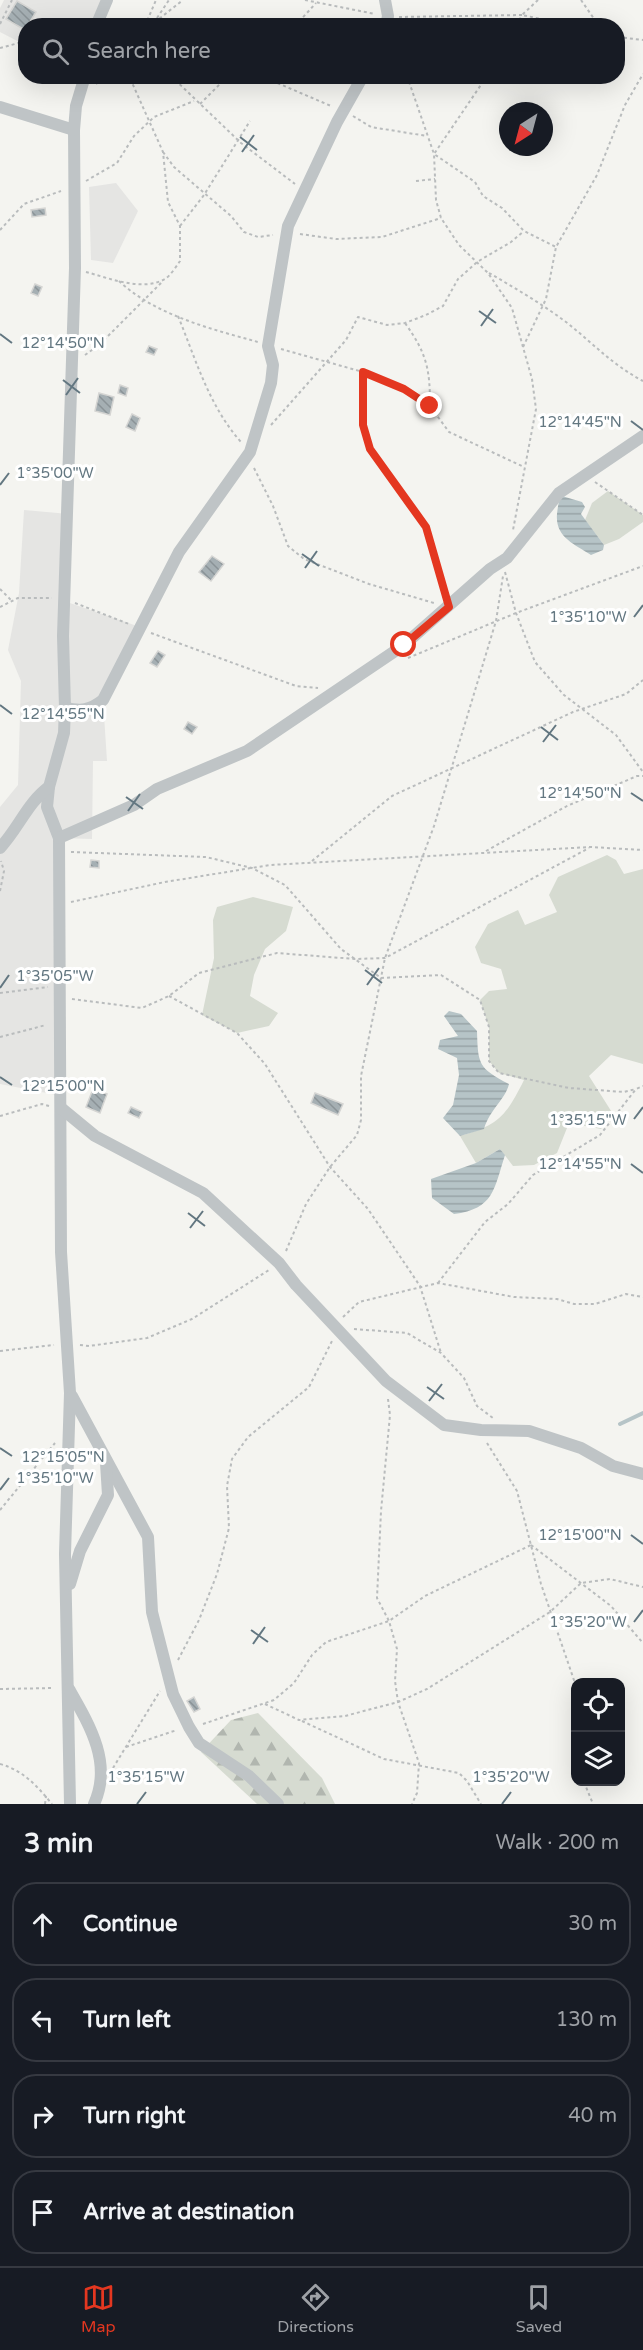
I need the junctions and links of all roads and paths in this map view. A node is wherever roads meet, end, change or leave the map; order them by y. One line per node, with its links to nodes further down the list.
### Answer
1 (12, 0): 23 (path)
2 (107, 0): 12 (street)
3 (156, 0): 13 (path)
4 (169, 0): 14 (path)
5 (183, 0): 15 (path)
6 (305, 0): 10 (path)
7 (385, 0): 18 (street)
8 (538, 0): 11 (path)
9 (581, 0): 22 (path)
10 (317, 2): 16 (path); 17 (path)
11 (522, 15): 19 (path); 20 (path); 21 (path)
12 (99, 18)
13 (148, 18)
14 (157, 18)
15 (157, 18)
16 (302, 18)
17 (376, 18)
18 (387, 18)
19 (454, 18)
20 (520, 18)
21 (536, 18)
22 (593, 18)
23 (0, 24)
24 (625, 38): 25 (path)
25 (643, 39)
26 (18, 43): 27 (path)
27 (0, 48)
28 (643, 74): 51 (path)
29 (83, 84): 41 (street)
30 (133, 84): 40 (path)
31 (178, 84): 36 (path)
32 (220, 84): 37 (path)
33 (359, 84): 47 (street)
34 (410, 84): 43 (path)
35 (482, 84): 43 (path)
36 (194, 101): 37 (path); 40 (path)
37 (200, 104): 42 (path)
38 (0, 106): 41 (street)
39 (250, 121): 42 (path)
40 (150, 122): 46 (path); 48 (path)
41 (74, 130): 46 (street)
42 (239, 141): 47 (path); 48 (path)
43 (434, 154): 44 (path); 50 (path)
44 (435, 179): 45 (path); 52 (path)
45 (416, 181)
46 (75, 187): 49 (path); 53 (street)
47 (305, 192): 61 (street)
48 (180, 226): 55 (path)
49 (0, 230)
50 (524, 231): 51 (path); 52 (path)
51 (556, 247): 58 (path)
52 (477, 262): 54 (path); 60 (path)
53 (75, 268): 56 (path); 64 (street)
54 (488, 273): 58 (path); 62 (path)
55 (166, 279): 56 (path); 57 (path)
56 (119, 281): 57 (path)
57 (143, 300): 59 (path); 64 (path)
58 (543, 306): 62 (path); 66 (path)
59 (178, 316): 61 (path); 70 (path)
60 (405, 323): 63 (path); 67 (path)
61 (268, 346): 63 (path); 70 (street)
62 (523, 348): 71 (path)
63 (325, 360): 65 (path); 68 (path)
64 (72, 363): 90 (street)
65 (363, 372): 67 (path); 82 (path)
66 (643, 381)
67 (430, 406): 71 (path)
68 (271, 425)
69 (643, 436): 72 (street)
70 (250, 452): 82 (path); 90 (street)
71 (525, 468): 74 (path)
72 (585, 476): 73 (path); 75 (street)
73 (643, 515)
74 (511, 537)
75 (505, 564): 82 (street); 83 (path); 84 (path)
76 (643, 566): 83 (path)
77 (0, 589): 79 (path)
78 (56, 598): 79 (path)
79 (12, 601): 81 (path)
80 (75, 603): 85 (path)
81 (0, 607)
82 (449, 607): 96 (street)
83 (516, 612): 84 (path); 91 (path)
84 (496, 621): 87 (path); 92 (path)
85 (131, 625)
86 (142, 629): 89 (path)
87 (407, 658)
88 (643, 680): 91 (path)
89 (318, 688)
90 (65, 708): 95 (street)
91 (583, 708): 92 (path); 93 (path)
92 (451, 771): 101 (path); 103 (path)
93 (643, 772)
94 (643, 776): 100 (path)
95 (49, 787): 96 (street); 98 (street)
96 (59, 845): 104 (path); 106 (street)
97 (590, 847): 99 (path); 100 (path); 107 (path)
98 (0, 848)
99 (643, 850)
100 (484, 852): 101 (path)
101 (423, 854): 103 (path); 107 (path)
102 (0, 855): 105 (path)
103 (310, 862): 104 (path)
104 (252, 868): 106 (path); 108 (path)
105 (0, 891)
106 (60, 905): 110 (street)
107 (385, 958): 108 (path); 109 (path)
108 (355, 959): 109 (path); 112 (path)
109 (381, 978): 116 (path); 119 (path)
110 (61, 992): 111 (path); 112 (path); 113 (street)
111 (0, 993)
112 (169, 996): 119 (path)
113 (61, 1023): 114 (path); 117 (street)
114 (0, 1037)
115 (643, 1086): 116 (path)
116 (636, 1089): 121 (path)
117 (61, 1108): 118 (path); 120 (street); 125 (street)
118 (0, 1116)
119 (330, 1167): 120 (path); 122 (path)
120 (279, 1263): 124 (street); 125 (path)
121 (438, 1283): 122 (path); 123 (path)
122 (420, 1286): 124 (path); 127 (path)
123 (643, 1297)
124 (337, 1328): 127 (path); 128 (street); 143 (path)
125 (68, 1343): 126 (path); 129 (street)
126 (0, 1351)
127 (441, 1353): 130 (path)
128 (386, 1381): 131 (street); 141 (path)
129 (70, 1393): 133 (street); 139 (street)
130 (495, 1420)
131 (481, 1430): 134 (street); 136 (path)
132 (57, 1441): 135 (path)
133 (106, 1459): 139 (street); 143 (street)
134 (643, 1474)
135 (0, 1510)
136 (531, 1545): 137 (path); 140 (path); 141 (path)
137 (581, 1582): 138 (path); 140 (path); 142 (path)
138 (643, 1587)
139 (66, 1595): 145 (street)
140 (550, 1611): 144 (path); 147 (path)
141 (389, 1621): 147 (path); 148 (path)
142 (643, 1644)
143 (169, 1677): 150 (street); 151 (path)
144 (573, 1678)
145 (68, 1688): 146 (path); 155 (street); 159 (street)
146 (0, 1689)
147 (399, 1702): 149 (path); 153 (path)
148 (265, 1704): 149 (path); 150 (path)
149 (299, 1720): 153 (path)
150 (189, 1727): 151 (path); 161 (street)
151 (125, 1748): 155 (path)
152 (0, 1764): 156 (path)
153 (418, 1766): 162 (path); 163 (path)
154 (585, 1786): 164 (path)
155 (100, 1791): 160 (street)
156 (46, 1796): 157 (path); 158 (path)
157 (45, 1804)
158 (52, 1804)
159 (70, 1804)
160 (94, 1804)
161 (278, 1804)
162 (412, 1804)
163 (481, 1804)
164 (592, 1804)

---

Only the pictures are left behind; write out everything else in the records exactly.

I need the junctions and links of all roads and paths in this map view. A node is wherever roads meet, end, change or leave the map; order them by y. One line per node, with its links to nodes further down the list.
### Answer
1 (12, 0): 23 (path)
2 (107, 0): 12 (street)
3 (156, 0): 13 (path)
4 (169, 0): 14 (path)
5 (183, 0): 15 (path)
6 (305, 0): 10 (path)
7 (385, 0): 18 (street)
8 (538, 0): 11 (path)
9 (581, 0): 22 (path)
10 (317, 2): 16 (path); 17 (path)
11 (522, 15): 19 (path); 20 (path); 21 (path)
12 (99, 18)
13 (148, 18)
14 (157, 18)
15 (157, 18)
16 (302, 18)
17 (376, 18)
18 (387, 18)
19 (454, 18)
20 (520, 18)
21 (536, 18)
22 (593, 18)
23 (0, 24)
24 (625, 38): 25 (path)
25 (643, 39)
26 (18, 43): 27 (path)
27 (0, 48)
28 (643, 74): 51 (path)
29 (83, 84): 41 (street)
30 (133, 84): 40 (path)
31 (178, 84): 36 (path)
32 (220, 84): 37 (path)
33 (359, 84): 47 (street)
34 (410, 84): 43 (path)
35 (482, 84): 43 (path)
36 (194, 101): 37 (path); 40 (path)
37 (200, 104): 42 (path)
38 (0, 106): 41 (street)
39 (250, 121): 42 (path)
40 (150, 122): 46 (path); 48 (path)
41 (74, 130): 46 (street)
42 (239, 141): 47 (path); 48 (path)
43 (434, 154): 44 (path); 50 (path)
44 (435, 179): 45 (path); 52 (path)
45 (416, 181)
46 (75, 187): 49 (path); 53 (street)
47 (305, 192): 61 (street)
48 (180, 226): 55 (path)
49 (0, 230)
50 (524, 231): 51 (path); 52 (path)
51 (556, 247): 58 (path)
52 (477, 262): 54 (path); 60 (path)
53 (75, 268): 56 (path); 64 (street)
54 (488, 273): 58 (path); 62 (path)
55 (166, 279): 56 (path); 57 (path)
56 (119, 281): 57 (path)
57 (143, 300): 59 (path); 64 (path)
58 (543, 306): 62 (path); 66 (path)
59 (178, 316): 61 (path); 70 (path)
60 (405, 323): 63 (path); 67 (path)
61 (268, 346): 63 (path); 70 (street)
62 (523, 348): 71 (path)
63 (325, 360): 65 (path); 68 (path)
64 (72, 363): 90 (street)
65 (363, 372): 67 (path); 82 (path)
66 (643, 381)
67 (430, 406): 71 (path)
68 (271, 425)
69 (643, 436): 72 (street)
70 (250, 452): 82 (path); 90 (street)
71 (525, 468): 74 (path)
72 (585, 476): 73 (path); 75 (street)
73 (643, 515)
74 (511, 537)
75 (505, 564): 82 (street); 83 (path); 84 (path)
76 (643, 566): 83 (path)
77 (0, 589): 79 (path)
78 (56, 598): 79 (path)
79 (12, 601): 81 (path)
80 (75, 603): 85 (path)
81 (0, 607)
82 (449, 607): 96 (street)
83 (516, 612): 84 (path); 91 (path)
84 (496, 621): 87 (path); 92 (path)
85 (131, 625)
86 (142, 629): 89 (path)
87 (407, 658)
88 (643, 680): 91 (path)
89 (318, 688)
90 (65, 708): 95 (street)
91 (583, 708): 92 (path); 93 (path)
92 (451, 771): 101 (path); 103 (path)
93 (643, 772)
94 (643, 776): 100 (path)
95 (49, 787): 96 (street); 98 (street)
96 (59, 845): 104 (path); 106 (street)
97 (590, 847): 99 (path); 100 (path); 107 (path)
98 (0, 848)
99 (643, 850)
100 (484, 852): 101 (path)
101 (423, 854): 103 (path); 107 (path)
102 (0, 855): 105 (path)
103 (310, 862): 104 (path)
104 (252, 868): 106 (path); 108 (path)
105 (0, 891)
106 (60, 905): 110 (street)
107 (385, 958): 108 (path); 109 (path)
108 (355, 959): 109 (path); 112 (path)
109 (381, 978): 116 (path); 119 (path)
110 (61, 992): 111 (path); 112 (path); 113 (street)
111 (0, 993)
112 (169, 996): 119 (path)
113 (61, 1023): 114 (path); 117 (street)
114 (0, 1037)
115 (643, 1086): 116 (path)
116 (636, 1089): 121 (path)
117 (61, 1108): 118 (path); 120 (street); 125 (street)
118 (0, 1116)
119 (330, 1167): 120 (path); 122 (path)
120 (279, 1263): 124 (street); 125 (path)
121 (438, 1283): 122 (path); 123 (path)
122 (420, 1286): 124 (path); 127 (path)
123 (643, 1297)
124 (337, 1328): 127 (path); 128 (street); 143 (path)
125 (68, 1343): 126 (path); 129 (street)
126 (0, 1351)
127 (441, 1353): 130 (path)
128 (386, 1381): 131 (street); 141 (path)
129 (70, 1393): 133 (street); 139 (street)
130 (495, 1420)
131 (481, 1430): 134 (street); 136 (path)
132 (57, 1441): 135 (path)
133 (106, 1459): 139 (street); 143 (street)
134 (643, 1474)
135 (0, 1510)
136 (531, 1545): 137 (path); 140 (path); 141 (path)
137 (581, 1582): 138 (path); 140 (path); 142 (path)
138 (643, 1587)
139 (66, 1595): 145 (street)
140 (550, 1611): 144 (path); 147 (path)
141 (389, 1621): 147 (path); 148 (path)
142 (643, 1644)
143 (169, 1677): 150 (street); 151 (path)
144 (573, 1678)
145 (68, 1688): 146 (path); 155 (street); 159 (street)
146 (0, 1689)
147 (399, 1702): 149 (path); 153 (path)
148 (265, 1704): 149 (path); 150 (path)
149 (299, 1720): 153 (path)
150 (189, 1727): 151 (path); 161 (street)
151 (125, 1748): 155 (path)
152 (0, 1764): 156 (path)
153 (418, 1766): 162 (path); 163 (path)
154 (585, 1786): 164 (path)
155 (100, 1791): 160 (street)
156 (46, 1796): 157 (path); 158 (path)
157 (45, 1804)
158 (52, 1804)
159 (70, 1804)
160 (94, 1804)
161 (278, 1804)
162 (412, 1804)
163 (481, 1804)
164 (592, 1804)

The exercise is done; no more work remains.